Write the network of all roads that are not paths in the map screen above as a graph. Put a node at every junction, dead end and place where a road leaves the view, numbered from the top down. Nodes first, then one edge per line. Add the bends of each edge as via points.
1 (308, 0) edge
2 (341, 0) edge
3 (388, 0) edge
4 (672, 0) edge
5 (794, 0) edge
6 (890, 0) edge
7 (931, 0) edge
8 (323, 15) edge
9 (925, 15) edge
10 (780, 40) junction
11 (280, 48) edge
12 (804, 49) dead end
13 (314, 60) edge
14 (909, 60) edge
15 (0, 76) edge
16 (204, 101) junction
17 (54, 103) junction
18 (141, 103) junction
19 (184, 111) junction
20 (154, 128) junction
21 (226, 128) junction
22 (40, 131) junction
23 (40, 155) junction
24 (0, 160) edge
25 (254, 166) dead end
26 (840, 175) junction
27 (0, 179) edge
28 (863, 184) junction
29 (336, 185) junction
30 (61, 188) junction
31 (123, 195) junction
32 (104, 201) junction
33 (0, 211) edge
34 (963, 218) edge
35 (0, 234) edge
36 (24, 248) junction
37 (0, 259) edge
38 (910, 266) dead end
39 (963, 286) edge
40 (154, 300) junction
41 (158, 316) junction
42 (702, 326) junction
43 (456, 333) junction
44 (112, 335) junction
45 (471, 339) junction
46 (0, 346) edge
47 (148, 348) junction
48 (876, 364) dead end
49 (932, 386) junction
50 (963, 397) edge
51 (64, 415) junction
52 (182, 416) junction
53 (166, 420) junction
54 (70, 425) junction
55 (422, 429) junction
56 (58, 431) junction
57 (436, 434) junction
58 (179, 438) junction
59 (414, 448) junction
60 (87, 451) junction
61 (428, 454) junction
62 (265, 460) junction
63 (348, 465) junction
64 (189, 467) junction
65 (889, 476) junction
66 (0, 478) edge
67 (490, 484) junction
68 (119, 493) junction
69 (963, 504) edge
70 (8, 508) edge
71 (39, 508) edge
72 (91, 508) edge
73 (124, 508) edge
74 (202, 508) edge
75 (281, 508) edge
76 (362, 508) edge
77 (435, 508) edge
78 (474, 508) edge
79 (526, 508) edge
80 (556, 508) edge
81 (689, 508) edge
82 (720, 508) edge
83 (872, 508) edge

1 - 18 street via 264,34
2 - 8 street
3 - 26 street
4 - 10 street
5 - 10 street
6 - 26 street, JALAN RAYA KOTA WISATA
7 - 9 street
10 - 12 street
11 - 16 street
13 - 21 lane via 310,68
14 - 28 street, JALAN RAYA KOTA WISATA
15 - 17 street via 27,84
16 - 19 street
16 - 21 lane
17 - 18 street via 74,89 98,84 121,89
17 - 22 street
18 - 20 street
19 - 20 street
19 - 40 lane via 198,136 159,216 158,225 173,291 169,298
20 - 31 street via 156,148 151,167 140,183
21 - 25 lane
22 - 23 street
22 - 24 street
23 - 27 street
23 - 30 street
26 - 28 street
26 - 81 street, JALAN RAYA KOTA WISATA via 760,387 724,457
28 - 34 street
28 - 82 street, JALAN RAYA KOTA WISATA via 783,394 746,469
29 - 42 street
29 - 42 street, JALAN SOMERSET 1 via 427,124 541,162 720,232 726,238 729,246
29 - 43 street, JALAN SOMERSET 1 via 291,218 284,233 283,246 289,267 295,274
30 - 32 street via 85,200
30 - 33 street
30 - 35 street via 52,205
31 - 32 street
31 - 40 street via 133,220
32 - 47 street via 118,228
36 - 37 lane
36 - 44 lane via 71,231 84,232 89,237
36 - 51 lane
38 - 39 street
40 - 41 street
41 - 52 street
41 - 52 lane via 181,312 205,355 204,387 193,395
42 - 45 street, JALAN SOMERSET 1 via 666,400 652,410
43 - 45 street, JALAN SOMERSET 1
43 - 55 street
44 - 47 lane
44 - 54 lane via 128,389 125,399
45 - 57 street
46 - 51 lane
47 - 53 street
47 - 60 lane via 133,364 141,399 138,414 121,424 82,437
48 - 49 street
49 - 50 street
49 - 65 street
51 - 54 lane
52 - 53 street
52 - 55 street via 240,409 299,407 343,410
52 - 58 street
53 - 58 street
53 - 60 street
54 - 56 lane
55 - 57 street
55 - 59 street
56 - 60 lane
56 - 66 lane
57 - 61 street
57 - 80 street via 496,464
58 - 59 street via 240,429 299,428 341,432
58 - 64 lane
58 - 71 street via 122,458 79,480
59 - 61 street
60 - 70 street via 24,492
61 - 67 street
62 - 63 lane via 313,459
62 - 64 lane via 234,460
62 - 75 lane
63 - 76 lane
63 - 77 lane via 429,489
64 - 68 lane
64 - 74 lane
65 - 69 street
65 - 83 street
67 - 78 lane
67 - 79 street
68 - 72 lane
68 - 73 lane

EXERCISE DIRECTIONS: Reproduce the material while keeping each line exactly as it was written.

SOLUTION TO THIS TASK:
Write the network of all roads that are not paths in the map screen above as a graph. Put a node at every junction, dead end and place where a road leaves the view, numbered from the top down. Nodes first, then one edge per line. Add the bends of each edge as via points.
1 (308, 0) edge
2 (341, 0) edge
3 (388, 0) edge
4 (672, 0) edge
5 (794, 0) edge
6 (890, 0) edge
7 (931, 0) edge
8 (323, 15) edge
9 (925, 15) edge
10 (780, 40) junction
11 (280, 48) edge
12 (804, 49) dead end
13 (314, 60) edge
14 (909, 60) edge
15 (0, 76) edge
16 (204, 101) junction
17 (54, 103) junction
18 (141, 103) junction
19 (184, 111) junction
20 (154, 128) junction
21 (226, 128) junction
22 (40, 131) junction
23 (40, 155) junction
24 (0, 160) edge
25 (254, 166) dead end
26 (840, 175) junction
27 (0, 179) edge
28 (863, 184) junction
29 (336, 185) junction
30 (61, 188) junction
31 (123, 195) junction
32 (104, 201) junction
33 (0, 211) edge
34 (963, 218) edge
35 (0, 234) edge
36 (24, 248) junction
37 (0, 259) edge
38 (910, 266) dead end
39 (963, 286) edge
40 (154, 300) junction
41 (158, 316) junction
42 (702, 326) junction
43 (456, 333) junction
44 (112, 335) junction
45 (471, 339) junction
46 (0, 346) edge
47 (148, 348) junction
48 (876, 364) dead end
49 (932, 386) junction
50 (963, 397) edge
51 (64, 415) junction
52 (182, 416) junction
53 (166, 420) junction
54 (70, 425) junction
55 (422, 429) junction
56 (58, 431) junction
57 (436, 434) junction
58 (179, 438) junction
59 (414, 448) junction
60 (87, 451) junction
61 (428, 454) junction
62 (265, 460) junction
63 (348, 465) junction
64 (189, 467) junction
65 (889, 476) junction
66 (0, 478) edge
67 (490, 484) junction
68 (119, 493) junction
69 (963, 504) edge
70 (8, 508) edge
71 (39, 508) edge
72 (91, 508) edge
73 (124, 508) edge
74 (202, 508) edge
75 (281, 508) edge
76 (362, 508) edge
77 (435, 508) edge
78 (474, 508) edge
79 (526, 508) edge
80 (556, 508) edge
81 (689, 508) edge
82 (720, 508) edge
83 (872, 508) edge

1 - 18 street via 264,34
2 - 8 street
3 - 26 street
4 - 10 street
5 - 10 street
6 - 26 street, JALAN RAYA KOTA WISATA
7 - 9 street
10 - 12 street
11 - 16 street
13 - 21 lane via 310,68
14 - 28 street, JALAN RAYA KOTA WISATA
15 - 17 street via 27,84
16 - 19 street
16 - 21 lane
17 - 18 street via 74,89 98,84 121,89
17 - 22 street
18 - 20 street
19 - 20 street
19 - 40 lane via 198,136 159,216 158,225 173,291 169,298
20 - 31 street via 156,148 151,167 140,183
21 - 25 lane
22 - 23 street
22 - 24 street
23 - 27 street
23 - 30 street
26 - 28 street
26 - 81 street, JALAN RAYA KOTA WISATA via 760,387 724,457
28 - 34 street
28 - 82 street, JALAN RAYA KOTA WISATA via 783,394 746,469
29 - 42 street
29 - 42 street, JALAN SOMERSET 1 via 427,124 541,162 720,232 726,238 729,246
29 - 43 street, JALAN SOMERSET 1 via 291,218 284,233 283,246 289,267 295,274
30 - 32 street via 85,200
30 - 33 street
30 - 35 street via 52,205
31 - 32 street
31 - 40 street via 133,220
32 - 47 street via 118,228
36 - 37 lane
36 - 44 lane via 71,231 84,232 89,237
36 - 51 lane
38 - 39 street
40 - 41 street
41 - 52 street
41 - 52 lane via 181,312 205,355 204,387 193,395
42 - 45 street, JALAN SOMERSET 1 via 666,400 652,410
43 - 45 street, JALAN SOMERSET 1
43 - 55 street
44 - 47 lane
44 - 54 lane via 128,389 125,399
45 - 57 street
46 - 51 lane
47 - 53 street
47 - 60 lane via 133,364 141,399 138,414 121,424 82,437
48 - 49 street
49 - 50 street
49 - 65 street
51 - 54 lane
52 - 53 street
52 - 55 street via 240,409 299,407 343,410
52 - 58 street
53 - 58 street
53 - 60 street
54 - 56 lane
55 - 57 street
55 - 59 street
56 - 60 lane
56 - 66 lane
57 - 61 street
57 - 80 street via 496,464
58 - 59 street via 240,429 299,428 341,432
58 - 64 lane
58 - 71 street via 122,458 79,480
59 - 61 street
60 - 70 street via 24,492
61 - 67 street
62 - 63 lane via 313,459
62 - 64 lane via 234,460
62 - 75 lane
63 - 76 lane
63 - 77 lane via 429,489
64 - 68 lane
64 - 74 lane
65 - 69 street
65 - 83 street
67 - 78 lane
67 - 79 street
68 - 72 lane
68 - 73 lane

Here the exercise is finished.